Akhirnya masuklah Anna ke dalam warung, duduk di bangku yang disediakan untuk pembeli menunggu semangkok mie matang.


"Ini..., makanlah", seru Ibu Warung tatkala menyodorkan semangkok mie di depan Anna. Maka, makanlah Anna. Dan, memang ezat bukan kepalang rasa mie itu. Namun, ketika habis suapan ketiga, tiba-tiba air mata Anna mengucur deras. Dia menangis. Tersedu-sedu.


"Kenapa?" tanya Ibu Warung.


"Tak apa-apa", jawab Anna lirih.


"Ayolah..., bicaralah. Siapa tahu Ibu bisa bantu kamu", lanjut Ibu Warung.


Setelah terdiam beberapa saat, Anna berkata, "Aneh rasanya. Ibu, orang yang belum kukenal tiba-tiba datang menyapaku dan menawariku semangkok mie yang lezat ini. Sedangkan di rumah, Ibuku, orang yang kukenal bertahun-tahun, bertengkar denganku dan bahkan mengusirku dari rumah karena hal sepele."

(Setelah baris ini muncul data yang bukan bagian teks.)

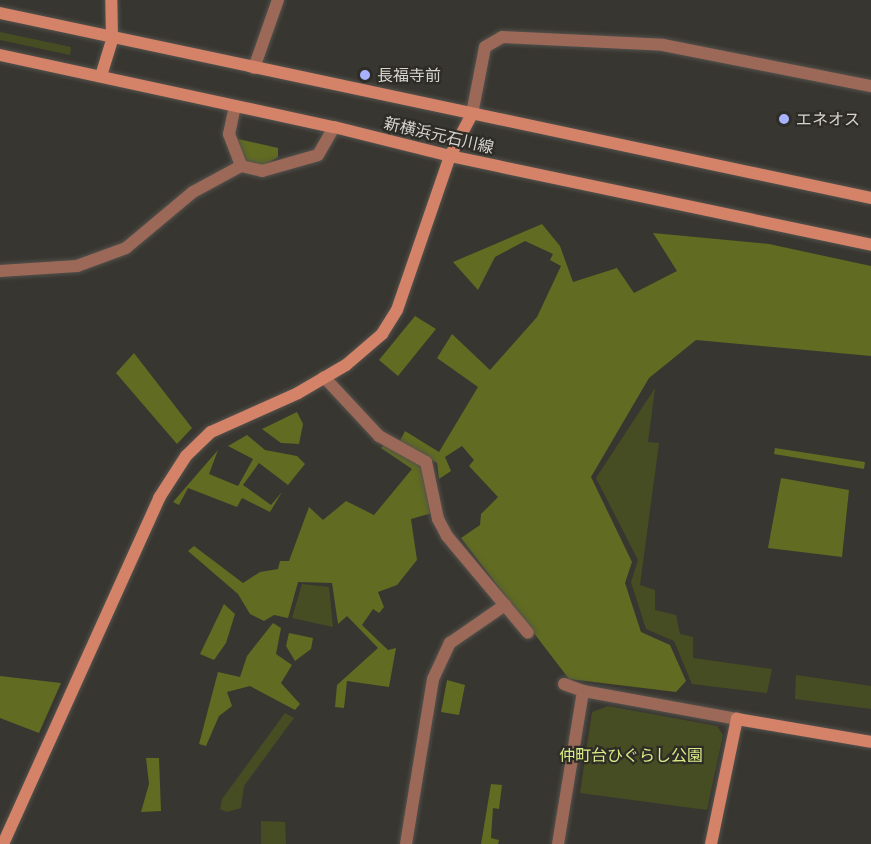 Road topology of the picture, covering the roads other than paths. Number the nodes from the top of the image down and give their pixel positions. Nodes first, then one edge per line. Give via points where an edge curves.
1 (111, 0) edge
2 (278, 0) edge
3 (0, 13) edge
4 (111, 39) junction
5 (0, 55) edge
6 (254, 68) junction
7 (101, 76) junction
8 (871, 86) edge
9 (235, 106) junction
10 (472, 114) junction
11 (334, 127) junction
12 (450, 156) junction
13 (241, 166) junction
14 (871, 198) edge
15 (871, 245) edge
16 (0, 271) edge
17 (324, 377) junction
18 (505, 605) junction
19 (528, 633) dead end
20 (564, 684) dead end
21 (583, 692) junction
22 (737, 719) junction
23 (871, 742) edge
24 (3, 844) edge
25 (406, 844) edge
26 (558, 844) edge
27 (711, 844) edge

1 - 4 street
2 - 6 street
3 - 4 street, 新横浜元石川線
4 - 6 street, 新横浜元石川線
4 - 7 street
5 - 7 street, 新横浜元石川線
6 - 10 street, 新横浜元石川線
7 - 9 street, 新横浜元石川線
8 - 10 street via 663,45 502,37 485,47
9 - 11 street, 新横浜元石川線
9 - 13 street via 229,134
10 - 12 street
10 - 14 street, 新横浜元石川線
11 - 12 street, 新横浜元石川線
11 - 13 street via 318,155 262,171
12 - 15 street, 新横浜元石川線
12 - 17 street via 397,310 382,334
13 - 16 street via 193,192 126,248 77,266
17 - 18 street via 379,436 426,462 438,519 447,536
17 - 24 street via 211,432 186,456 159,498
18 - 19 street
18 - 25 street via 450,643 434,679
20 - 21 street
21 - 22 street
21 - 26 street
22 - 23 street
22 - 27 street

Setelah selesai mendengarkan cerita Anna tentang pertengkaran dengan ibunya, Sang Ibu Warung kemudian bernasihat. "Hmm... kalau cara melihatnya dibalik seperti ini gimana?" Ibu Warung membuka ceramahnya.

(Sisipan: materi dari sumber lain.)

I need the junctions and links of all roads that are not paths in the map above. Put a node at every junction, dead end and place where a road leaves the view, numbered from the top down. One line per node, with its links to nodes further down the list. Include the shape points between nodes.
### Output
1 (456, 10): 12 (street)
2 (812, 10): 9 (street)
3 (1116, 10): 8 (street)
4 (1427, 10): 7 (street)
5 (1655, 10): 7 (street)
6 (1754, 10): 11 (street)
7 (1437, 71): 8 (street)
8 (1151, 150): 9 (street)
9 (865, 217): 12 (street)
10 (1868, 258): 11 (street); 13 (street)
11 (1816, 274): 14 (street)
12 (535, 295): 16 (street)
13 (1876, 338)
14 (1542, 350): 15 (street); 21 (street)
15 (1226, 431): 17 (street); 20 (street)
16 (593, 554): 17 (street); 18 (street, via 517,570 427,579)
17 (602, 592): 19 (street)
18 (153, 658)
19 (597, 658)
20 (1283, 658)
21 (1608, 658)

"Kadang kita begitu menghargai begitu tinggi untuk hal-hal sepele yang dilakukan oleh orang yang belum atau tidak kita kenal. Sebaliknya, kita sering kali tidak memberi penghargaan yang pantas pada hal-hal besar yang dilakukan oleh orang-orang yang kita kenal, bahkan sangat kita kenal."


"Apa yang kamu bilang tadi, contohnya.' Lanjut Ibu Warung.


"Kamu begitu menghargai pemberian semangkok mie yang kulakukan padamu. Tapi, tampak kamu tidak begitu menghitung pengorbanan yang pernah dilakukan ibumu. Ibumu sudah memasakkan dan menghidangkan untukmu, mungkin ratusan atau bahkan ribuan mangkok mie. Dan juga makanan yang lain. Dan, kamu tidak mengingatnya bahkan bertengkar dengannya untuk urusan yang kecil!"


Demi mendengar nasihat Ibu Warung, Anna memutuskan untu kembali ke rumah. Malam itu juga. Sesampainya di rumah, terlihat ibunya yang dengan cemas menantikan kehadirannya. Dan begitu Anna masuk ke rumah, Sang Ibu langsung memeluk Anna sambil berkata, "Kamu pasti belum makan. Makanlah, Ibu sudah siapkan makan malam untukmu!"